* Record extracts:

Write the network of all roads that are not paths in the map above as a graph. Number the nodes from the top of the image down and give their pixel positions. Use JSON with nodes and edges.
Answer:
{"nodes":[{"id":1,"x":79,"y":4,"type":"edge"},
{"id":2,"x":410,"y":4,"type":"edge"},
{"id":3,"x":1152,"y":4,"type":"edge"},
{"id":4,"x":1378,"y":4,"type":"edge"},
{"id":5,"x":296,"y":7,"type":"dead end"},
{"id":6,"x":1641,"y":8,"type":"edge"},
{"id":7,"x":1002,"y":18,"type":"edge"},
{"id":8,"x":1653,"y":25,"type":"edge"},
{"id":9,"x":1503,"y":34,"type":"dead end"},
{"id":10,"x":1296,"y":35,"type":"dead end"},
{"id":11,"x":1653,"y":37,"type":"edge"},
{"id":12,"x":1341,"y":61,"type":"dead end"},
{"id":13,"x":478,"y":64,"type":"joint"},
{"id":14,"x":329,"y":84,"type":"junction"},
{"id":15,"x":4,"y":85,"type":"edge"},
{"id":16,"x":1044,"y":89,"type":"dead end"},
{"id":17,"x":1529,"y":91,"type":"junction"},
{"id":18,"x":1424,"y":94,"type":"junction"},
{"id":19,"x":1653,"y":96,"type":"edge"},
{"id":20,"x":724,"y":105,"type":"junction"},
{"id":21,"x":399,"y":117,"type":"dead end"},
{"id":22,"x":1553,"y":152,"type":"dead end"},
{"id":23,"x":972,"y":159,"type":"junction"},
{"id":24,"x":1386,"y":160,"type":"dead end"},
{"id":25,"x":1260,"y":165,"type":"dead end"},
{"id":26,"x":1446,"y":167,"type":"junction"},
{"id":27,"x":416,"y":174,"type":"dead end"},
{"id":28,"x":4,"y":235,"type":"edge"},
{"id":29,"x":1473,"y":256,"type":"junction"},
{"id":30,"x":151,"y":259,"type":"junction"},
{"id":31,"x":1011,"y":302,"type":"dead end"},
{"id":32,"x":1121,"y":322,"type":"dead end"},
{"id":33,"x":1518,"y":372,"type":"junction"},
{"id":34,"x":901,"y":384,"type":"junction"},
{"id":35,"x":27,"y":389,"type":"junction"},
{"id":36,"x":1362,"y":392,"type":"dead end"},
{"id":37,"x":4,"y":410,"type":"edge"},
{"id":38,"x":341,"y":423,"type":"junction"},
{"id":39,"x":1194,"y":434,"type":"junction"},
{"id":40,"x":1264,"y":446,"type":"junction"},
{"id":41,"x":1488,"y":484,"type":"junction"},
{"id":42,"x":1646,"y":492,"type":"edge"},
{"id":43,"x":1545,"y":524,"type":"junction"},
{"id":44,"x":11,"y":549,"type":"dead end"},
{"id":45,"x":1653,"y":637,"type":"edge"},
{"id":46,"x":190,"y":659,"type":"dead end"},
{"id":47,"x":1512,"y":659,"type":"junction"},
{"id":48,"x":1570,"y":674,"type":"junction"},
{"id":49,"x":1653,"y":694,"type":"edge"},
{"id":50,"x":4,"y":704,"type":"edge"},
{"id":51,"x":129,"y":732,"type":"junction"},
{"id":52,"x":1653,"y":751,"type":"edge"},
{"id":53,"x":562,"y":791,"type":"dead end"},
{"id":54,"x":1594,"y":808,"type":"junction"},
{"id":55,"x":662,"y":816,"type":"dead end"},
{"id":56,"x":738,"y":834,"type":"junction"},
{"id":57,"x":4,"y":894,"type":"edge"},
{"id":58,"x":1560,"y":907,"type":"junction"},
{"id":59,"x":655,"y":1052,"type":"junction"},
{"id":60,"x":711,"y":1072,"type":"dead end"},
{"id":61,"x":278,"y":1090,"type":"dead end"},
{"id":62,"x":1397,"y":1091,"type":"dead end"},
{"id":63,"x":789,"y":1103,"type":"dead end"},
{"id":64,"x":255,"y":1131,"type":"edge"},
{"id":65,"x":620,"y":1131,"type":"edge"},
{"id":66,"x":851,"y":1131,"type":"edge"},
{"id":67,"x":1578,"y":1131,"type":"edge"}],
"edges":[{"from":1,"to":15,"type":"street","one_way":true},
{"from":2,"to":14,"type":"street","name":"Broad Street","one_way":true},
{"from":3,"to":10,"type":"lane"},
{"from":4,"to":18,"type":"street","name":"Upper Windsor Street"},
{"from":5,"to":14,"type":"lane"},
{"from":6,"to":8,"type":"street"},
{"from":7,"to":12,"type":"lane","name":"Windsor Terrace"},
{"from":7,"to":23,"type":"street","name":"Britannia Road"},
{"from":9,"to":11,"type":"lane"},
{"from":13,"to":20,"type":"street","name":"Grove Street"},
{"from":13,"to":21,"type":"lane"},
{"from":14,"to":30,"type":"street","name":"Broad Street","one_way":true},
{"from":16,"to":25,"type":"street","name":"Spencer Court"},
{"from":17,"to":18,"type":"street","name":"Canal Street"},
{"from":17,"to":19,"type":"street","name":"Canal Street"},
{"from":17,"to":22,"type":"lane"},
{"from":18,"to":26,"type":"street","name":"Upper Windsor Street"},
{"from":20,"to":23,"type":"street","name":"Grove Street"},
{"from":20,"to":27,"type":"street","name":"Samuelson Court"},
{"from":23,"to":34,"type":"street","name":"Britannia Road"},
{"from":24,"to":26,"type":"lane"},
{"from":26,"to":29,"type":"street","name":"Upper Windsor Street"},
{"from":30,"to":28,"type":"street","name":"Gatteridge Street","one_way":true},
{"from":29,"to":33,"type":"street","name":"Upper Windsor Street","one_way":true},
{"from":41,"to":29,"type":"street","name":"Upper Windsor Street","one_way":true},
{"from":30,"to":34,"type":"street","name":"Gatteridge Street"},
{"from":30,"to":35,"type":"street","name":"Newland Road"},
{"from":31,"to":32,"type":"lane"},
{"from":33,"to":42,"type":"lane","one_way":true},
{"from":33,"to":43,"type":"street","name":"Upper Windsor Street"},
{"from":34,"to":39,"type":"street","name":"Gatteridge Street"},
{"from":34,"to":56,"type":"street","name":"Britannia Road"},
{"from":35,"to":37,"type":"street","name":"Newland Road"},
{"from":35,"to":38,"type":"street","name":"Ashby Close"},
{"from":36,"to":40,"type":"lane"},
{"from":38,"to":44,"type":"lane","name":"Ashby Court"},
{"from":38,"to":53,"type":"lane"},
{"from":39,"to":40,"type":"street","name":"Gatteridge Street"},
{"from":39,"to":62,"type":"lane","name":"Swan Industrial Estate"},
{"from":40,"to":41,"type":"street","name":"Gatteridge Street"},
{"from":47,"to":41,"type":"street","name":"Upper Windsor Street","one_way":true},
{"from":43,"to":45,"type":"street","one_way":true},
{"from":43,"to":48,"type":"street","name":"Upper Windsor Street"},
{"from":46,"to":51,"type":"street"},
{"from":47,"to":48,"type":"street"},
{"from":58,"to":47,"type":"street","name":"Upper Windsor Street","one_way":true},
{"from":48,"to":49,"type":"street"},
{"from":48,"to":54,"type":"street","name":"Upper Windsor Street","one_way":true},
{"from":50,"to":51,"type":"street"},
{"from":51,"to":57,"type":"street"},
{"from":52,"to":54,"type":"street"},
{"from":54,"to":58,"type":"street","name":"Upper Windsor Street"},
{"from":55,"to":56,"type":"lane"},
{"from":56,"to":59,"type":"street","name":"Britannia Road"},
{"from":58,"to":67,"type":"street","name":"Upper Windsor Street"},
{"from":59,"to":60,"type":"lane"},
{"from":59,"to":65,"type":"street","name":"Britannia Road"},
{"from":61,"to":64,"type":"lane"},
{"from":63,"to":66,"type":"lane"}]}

* Task directions:
Print the data above again, with nothing altered and nothing left out.

* The answer:
Write the network of all roads that are not paths in the map above as a graph. Number the nodes from the top of the image down and give their pixel positions. Use JSON with nodes and edges.
Answer:
{"nodes":[{"id":1,"x":79,"y":4,"type":"edge"},
{"id":2,"x":410,"y":4,"type":"edge"},
{"id":3,"x":1152,"y":4,"type":"edge"},
{"id":4,"x":1378,"y":4,"type":"edge"},
{"id":5,"x":296,"y":7,"type":"dead end"},
{"id":6,"x":1641,"y":8,"type":"edge"},
{"id":7,"x":1002,"y":18,"type":"edge"},
{"id":8,"x":1653,"y":25,"type":"edge"},
{"id":9,"x":1503,"y":34,"type":"dead end"},
{"id":10,"x":1296,"y":35,"type":"dead end"},
{"id":11,"x":1653,"y":37,"type":"edge"},
{"id":12,"x":1341,"y":61,"type":"dead end"},
{"id":13,"x":478,"y":64,"type":"joint"},
{"id":14,"x":329,"y":84,"type":"junction"},
{"id":15,"x":4,"y":85,"type":"edge"},
{"id":16,"x":1044,"y":89,"type":"dead end"},
{"id":17,"x":1529,"y":91,"type":"junction"},
{"id":18,"x":1424,"y":94,"type":"junction"},
{"id":19,"x":1653,"y":96,"type":"edge"},
{"id":20,"x":724,"y":105,"type":"junction"},
{"id":21,"x":399,"y":117,"type":"dead end"},
{"id":22,"x":1553,"y":152,"type":"dead end"},
{"id":23,"x":972,"y":159,"type":"junction"},
{"id":24,"x":1386,"y":160,"type":"dead end"},
{"id":25,"x":1260,"y":165,"type":"dead end"},
{"id":26,"x":1446,"y":167,"type":"junction"},
{"id":27,"x":416,"y":174,"type":"dead end"},
{"id":28,"x":4,"y":235,"type":"edge"},
{"id":29,"x":1473,"y":256,"type":"junction"},
{"id":30,"x":151,"y":259,"type":"junction"},
{"id":31,"x":1011,"y":302,"type":"dead end"},
{"id":32,"x":1121,"y":322,"type":"dead end"},
{"id":33,"x":1518,"y":372,"type":"junction"},
{"id":34,"x":901,"y":384,"type":"junction"},
{"id":35,"x":27,"y":389,"type":"junction"},
{"id":36,"x":1362,"y":392,"type":"dead end"},
{"id":37,"x":4,"y":410,"type":"edge"},
{"id":38,"x":341,"y":423,"type":"junction"},
{"id":39,"x":1194,"y":434,"type":"junction"},
{"id":40,"x":1264,"y":446,"type":"junction"},
{"id":41,"x":1488,"y":484,"type":"junction"},
{"id":42,"x":1646,"y":492,"type":"edge"},
{"id":43,"x":1545,"y":524,"type":"junction"},
{"id":44,"x":11,"y":549,"type":"dead end"},
{"id":45,"x":1653,"y":637,"type":"edge"},
{"id":46,"x":190,"y":659,"type":"dead end"},
{"id":47,"x":1512,"y":659,"type":"junction"},
{"id":48,"x":1570,"y":674,"type":"junction"},
{"id":49,"x":1653,"y":694,"type":"edge"},
{"id":50,"x":4,"y":704,"type":"edge"},
{"id":51,"x":129,"y":732,"type":"junction"},
{"id":52,"x":1653,"y":751,"type":"edge"},
{"id":53,"x":562,"y":791,"type":"dead end"},
{"id":54,"x":1594,"y":808,"type":"junction"},
{"id":55,"x":662,"y":816,"type":"dead end"},
{"id":56,"x":738,"y":834,"type":"junction"},
{"id":57,"x":4,"y":894,"type":"edge"},
{"id":58,"x":1560,"y":907,"type":"junction"},
{"id":59,"x":655,"y":1052,"type":"junction"},
{"id":60,"x":711,"y":1072,"type":"dead end"},
{"id":61,"x":278,"y":1090,"type":"dead end"},
{"id":62,"x":1397,"y":1091,"type":"dead end"},
{"id":63,"x":789,"y":1103,"type":"dead end"},
{"id":64,"x":255,"y":1131,"type":"edge"},
{"id":65,"x":620,"y":1131,"type":"edge"},
{"id":66,"x":851,"y":1131,"type":"edge"},
{"id":67,"x":1578,"y":1131,"type":"edge"}],
"edges":[{"from":1,"to":15,"type":"street","one_way":true},
{"from":2,"to":14,"type":"street","name":"Broad Street","one_way":true},
{"from":3,"to":10,"type":"lane"},
{"from":4,"to":18,"type":"street","name":"Upper Windsor Street"},
{"from":5,"to":14,"type":"lane"},
{"from":6,"to":8,"type":"street"},
{"from":7,"to":12,"type":"lane","name":"Windsor Terrace"},
{"from":7,"to":23,"type":"street","name":"Britannia Road"},
{"from":9,"to":11,"type":"lane"},
{"from":13,"to":20,"type":"street","name":"Grove Street"},
{"from":13,"to":21,"type":"lane"},
{"from":14,"to":30,"type":"street","name":"Broad Street","one_way":true},
{"from":16,"to":25,"type":"street","name":"Spencer Court"},
{"from":17,"to":18,"type":"street","name":"Canal Street"},
{"from":17,"to":19,"type":"street","name":"Canal Street"},
{"from":17,"to":22,"type":"lane"},
{"from":18,"to":26,"type":"street","name":"Upper Windsor Street"},
{"from":20,"to":23,"type":"street","name":"Grove Street"},
{"from":20,"to":27,"type":"street","name":"Samuelson Court"},
{"from":23,"to":34,"type":"street","name":"Britannia Road"},
{"from":24,"to":26,"type":"lane"},
{"from":26,"to":29,"type":"street","name":"Upper Windsor Street"},
{"from":30,"to":28,"type":"street","name":"Gatteridge Street","one_way":true},
{"from":29,"to":33,"type":"street","name":"Upper Windsor Street","one_way":true},
{"from":41,"to":29,"type":"street","name":"Upper Windsor Street","one_way":true},
{"from":30,"to":34,"type":"street","name":"Gatteridge Street"},
{"from":30,"to":35,"type":"street","name":"Newland Road"},
{"from":31,"to":32,"type":"lane"},
{"from":33,"to":42,"type":"lane","one_way":true},
{"from":33,"to":43,"type":"street","name":"Upper Windsor Street"},
{"from":34,"to":39,"type":"street","name":"Gatteridge Street"},
{"from":34,"to":56,"type":"street","name":"Britannia Road"},
{"from":35,"to":37,"type":"street","name":"Newland Road"},
{"from":35,"to":38,"type":"street","name":"Ashby Close"},
{"from":36,"to":40,"type":"lane"},
{"from":38,"to":44,"type":"lane","name":"Ashby Court"},
{"from":38,"to":53,"type":"lane"},
{"from":39,"to":40,"type":"street","name":"Gatteridge Street"},
{"from":39,"to":62,"type":"lane","name":"Swan Industrial Estate"},
{"from":40,"to":41,"type":"street","name":"Gatteridge Street"},
{"from":47,"to":41,"type":"street","name":"Upper Windsor Street","one_way":true},
{"from":43,"to":45,"type":"street","one_way":true},
{"from":43,"to":48,"type":"street","name":"Upper Windsor Street"},
{"from":46,"to":51,"type":"street"},
{"from":47,"to":48,"type":"street"},
{"from":58,"to":47,"type":"street","name":"Upper Windsor Street","one_way":true},
{"from":48,"to":49,"type":"street"},
{"from":48,"to":54,"type":"street","name":"Upper Windsor Street","one_way":true},
{"from":50,"to":51,"type":"street"},
{"from":51,"to":57,"type":"street"},
{"from":52,"to":54,"type":"street"},
{"from":54,"to":58,"type":"street","name":"Upper Windsor Street"},
{"from":55,"to":56,"type":"lane"},
{"from":56,"to":59,"type":"street","name":"Britannia Road"},
{"from":58,"to":67,"type":"street","name":"Upper Windsor Street"},
{"from":59,"to":60,"type":"lane"},
{"from":59,"to":65,"type":"street","name":"Britannia Road"},
{"from":61,"to":64,"type":"lane"},
{"from":63,"to":66,"type":"lane"}]}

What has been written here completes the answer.